Aturdido Candido agradece e se diz feliz e diz que as coisas que viu estão muito bonitas. Abrão mostra um vídeo das pessoas cantando a música que entoará os festejos e diz a dupla que gosta muito da parte que diz “Seu chão, floresce a nobreza pro samba passar”. Considera uma honra para ele , pobre “mortal” ter o nome cravado na maior festa do país. Como agradecimento pede para ver a escultura que ele acena para as pessoas que vão assistir, sorri e pensa que está mais velho que a aparência. Arranca um longo riso de Luiz. Estarei com vocês até me devolverem ao Catumbi, combinado? Diz. Abrão diz não. Você estará para sempre conosco!

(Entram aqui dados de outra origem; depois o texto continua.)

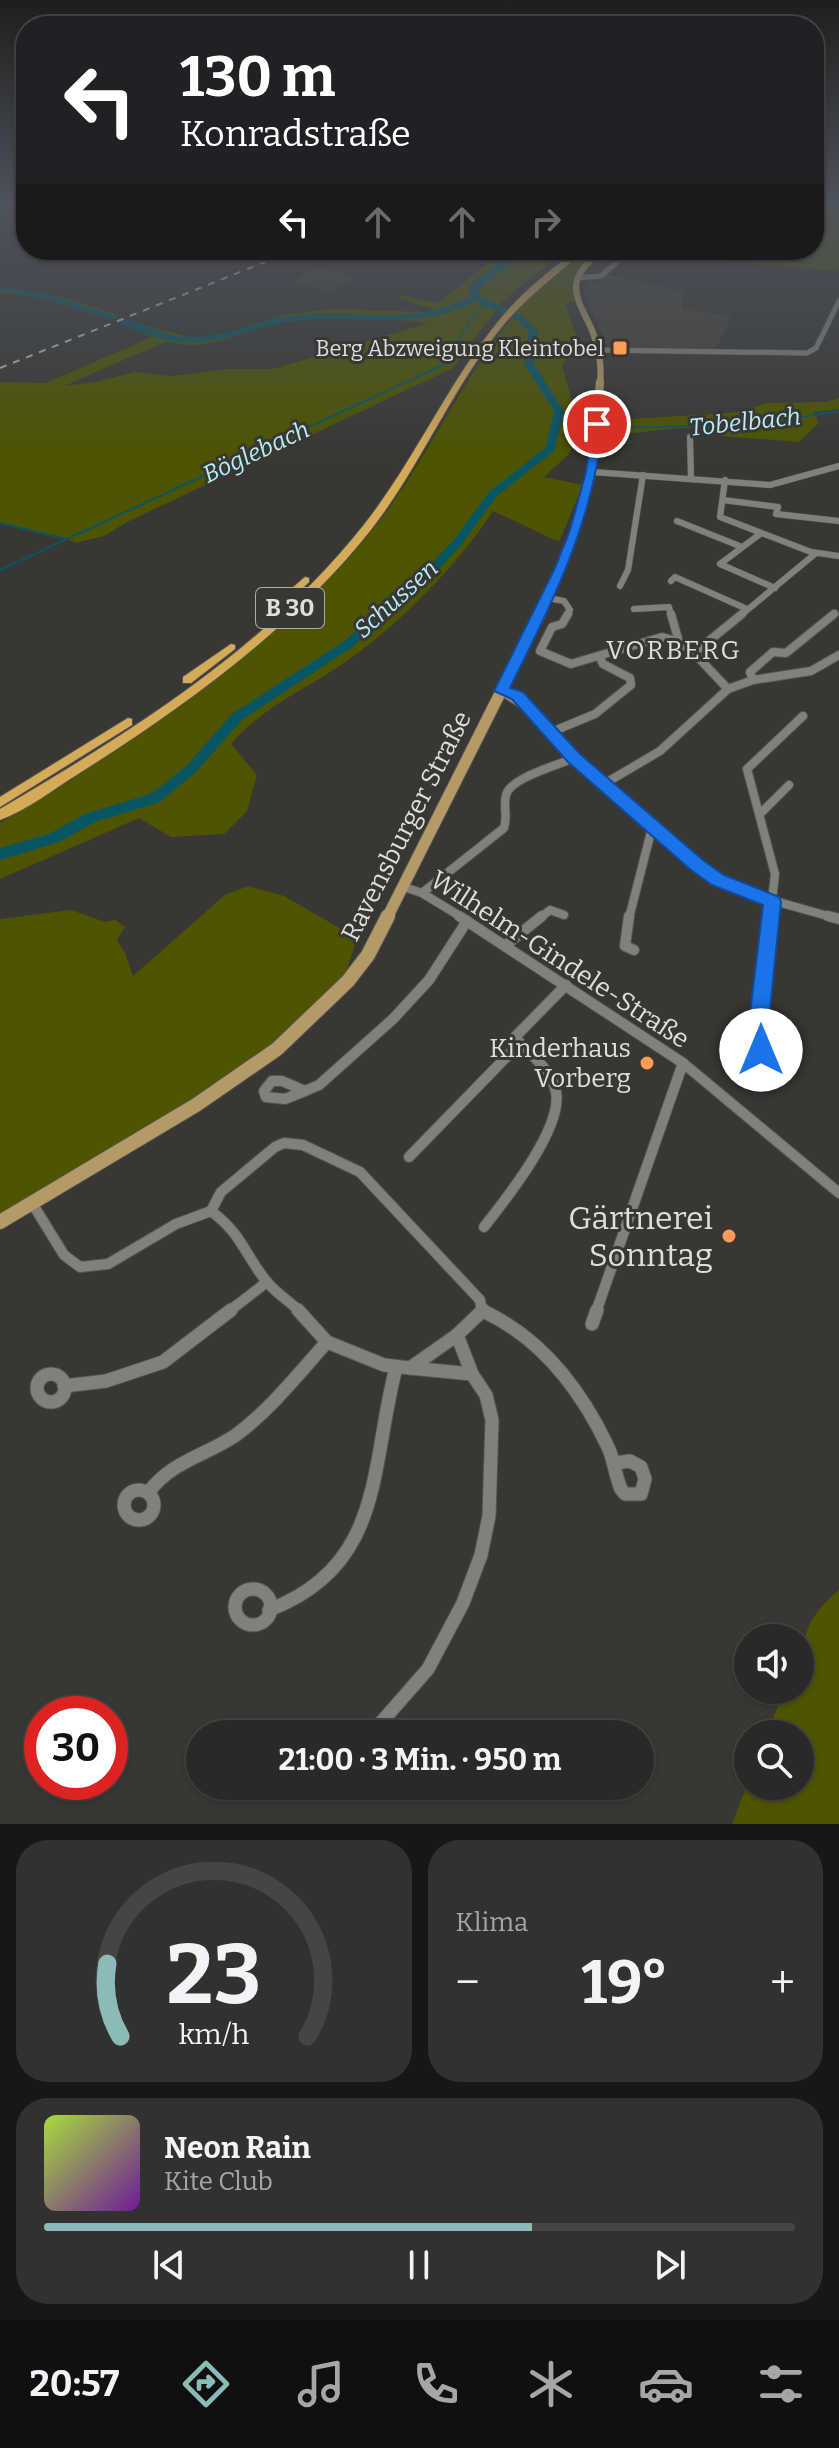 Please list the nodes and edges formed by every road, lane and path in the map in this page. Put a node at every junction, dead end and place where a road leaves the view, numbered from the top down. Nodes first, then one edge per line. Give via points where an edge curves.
1 (530, 289) edge
2 (532, 289) edge
3 (578, 289) edge
4 (839, 301) edge
5 (512, 306) junction
6 (498, 322) junction
7 (599, 350) junction
8 (690, 437) dead end
9 (839, 466) edge
10 (592, 472) junction
11 (643, 475) junction
12 (691, 478) junction
13 (725, 480) junction
14 (723, 500) junction
15 (677, 521) dead end
16 (839, 521) edge
17 (760, 534) junction
18 (742, 547) junction
19 (816, 553) junction
20 (839, 556) edge
21 (671, 581) dead end
22 (620, 586) dead end
23 (775, 588) junction
24 (548, 598) junction
25 (634, 609) dead end
26 (747, 609) junction
27 (835, 613) dead end
28 (679, 642) junction
29 (694, 653) junction
30 (839, 655) edge
31 (600, 658) junction
32 (753, 680) junction
33 (728, 689) junction
34 (501, 691) junction
35 (803, 716) dead end
36 (549, 733) junction
37 (574, 758) junction
38 (604, 784) junction
39 (789, 785) dead end
40 (0, 803) edge
41 (760, 814) junction
42 (0, 815) edge
43 (652, 828) junction
44 (404, 887) junction
45 (422, 893) junction
46 (772, 902) junction
47 (564, 915) dead end
48 (839, 919) edge
49 (467, 921) junction
50 (506, 945) junction
51 (634, 950) dead end
52 (566, 985) junction
53 (520, 1043) junction
54 (761, 1050) dead end
55 (683, 1063) junction
56 (305, 1091) dead end
57 (409, 1157) dead end
58 (839, 1193) edge
59 (32, 1203) junction
60 (211, 1211) junction
61 (0, 1222) edge
62 (484, 1227) dead end
63 (267, 1282) junction
64 (483, 1311) junction
65 (592, 1324) dead end
66 (457, 1335) junction
67 (327, 1342) junction
68 (403, 1368) junction
69 (472, 1374) junction
70 (64, 1386) dead end
71 (615, 1463) dead end
72 (149, 1492) dead end
73 (269, 1610) dead end
74 (384, 1720) edge

1 - 5 highway, B 30
2 - 5 highway, B 30
3 - 7 main road, Ravensburger Straße
4 - 7 street via 816,348 804,354
5 - 6 highway, B 30
6 - 40 highway, B 30 via 380,494 281,603 171,693
6 - 42 highway, B 30 via 390,496 292,607 181,697
7 - 10 main road, Ravensburger Straße via 602,381
8 - 12 street
9 - 13 street via 780,485
10 - 11 street
10 - 24 main road, Ravensburger Straße via 576,530
11 - 12 street
11 - 22 street via 628,570
12 - 13 street
13 - 14 street
14 - 16 street via 778,507 776,514
14 - 17 street via 720,517
15 - 18 street
17 - 18 street
17 - 19 street
18 - 23 street via 720,564
19 - 20 street
19 - 23 street
21 - 26 street via 675,577
23 - 26 street
24 - 31 street via 564,601 570,610 562,624 552,627 540,651 571,664
24 - 34 main road, Ravensburger Straße
25 - 28 street via 669,607
26 - 29 street
27 - 32 street via 786,653 773,652 750,672
28 - 29 street
28 - 31 street via 662,637
29 - 33 street
30 - 32 street via 811,671
31 - 36 street via 630,678 631,685 591,716
32 - 33 street
33 - 38 street via 660,751
34 - 36 street via 517,696
34 - 44 main road, Ravensburger Straße
35 - 41 street via 747,769
36 - 37 street
37 - 38 street
37 - 45 street via 515,782 506,795 504,828
38 - 43 street
39 - 41 street
41 - 46 street via 775,874
43 - 46 street via 718,880
43 - 51 street via 626,934 625,946
44 - 45 street, Wilhelm-Gindele-Straße
44 - 59 main road, Ravensburger Straße via 354,976 296,1035 185,1112
45 - 49 street, Wilhelm-Gindele-Straße
46 - 48 street
46 - 54 street via 757,1039
47 - 50 street via 550,910
49 - 50 street, Wilhelm-Gindele-Straße
49 - 56 street via 406,1005 319,1085
50 - 52 street, Wilhelm-Gindele-Straße
52 - 53 street via 515,1037
52 - 55 street, Wilhelm-Gindele-Straße
53 - 57 street
53 - 62 street via 546,1070 557,1099 543,1141
55 - 58 street, Wilhelm-Gindele-Straße
55 - 65 street
59 - 60 street via 67,1260 85,1268 110,1263
59 - 61 main road, Ravensburger Straße
60 - 63 street via 246,1246
60 - 64 street via 221,1192 275,1147 303,1145 360,1172 480,1300
63 - 67 street
63 - 70 street via 163,1362 106,1381
64 - 66 street
64 - 71 street via 522,1333 549,1358
66 - 68 street
66 - 69 street
67 - 68 street
67 - 72 street via 258,1415 224,1443 166,1473
68 - 69 street
68 - 73 street via 387,1397 363,1520 329,1573 289,1604
69 - 74 street via 488,1395 491,1418 489,1515 483,1545 469,1588 430,1665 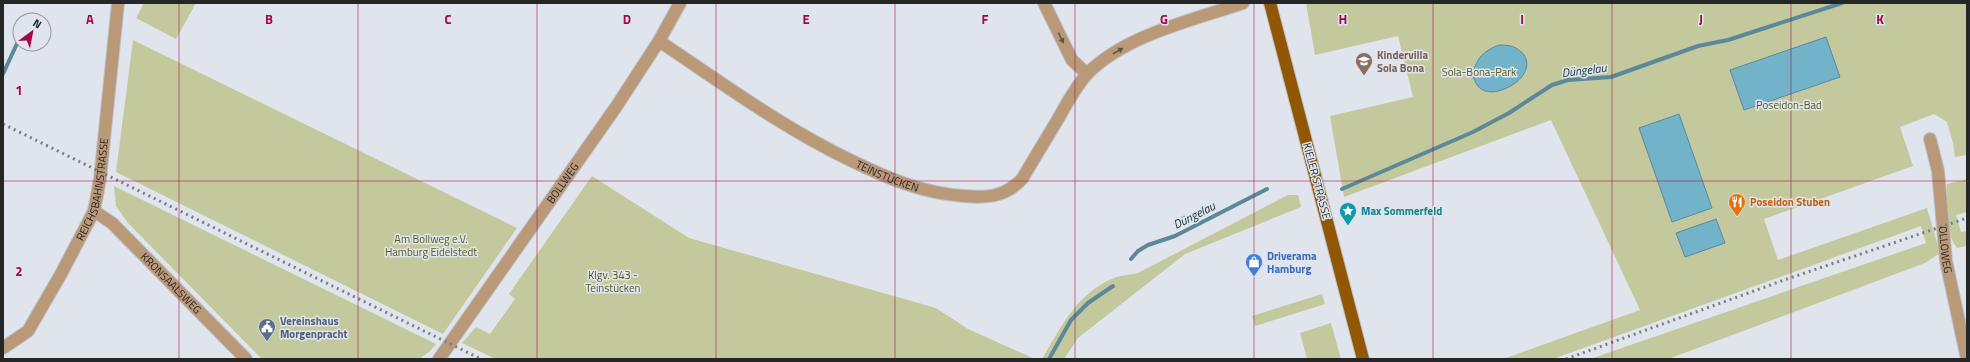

candidoCandido se levanta, pois é hora de voltar e esperar àquela que lhe apresentaram como a Deusa da Passarela lá pela meia noite do dia 7. Dá um grande abraço em Luiz e agradece seus feitos ao samba. Em Aniz, bate no peito e com o conhecimento de quem foi Visconde lhe fala algo. “Meu querido, nada que o Olimpo te ofereça é maior que o sorriso de um povo sofrido, você pode até se sentir Pai, mas o sentimento de irmandade é sempre mais prazeroso”. Pede finalmente que continuem olhando pelas crianças e que os frutos sejam colhidos nas festas seguintes. Sai da sala, passos firmes. Em direção a ela… Que sonada ouviu tudo e guardou para a eternidade. Agora sabe o verdadeiro significado de poderosa e soberana. Ele passa a mão na cabeça dela e fala. Guarde esse dia, você faz parte da família Beija Flor.

Ela sorri e diz apenas. Obrigado Marques de Sapucaí.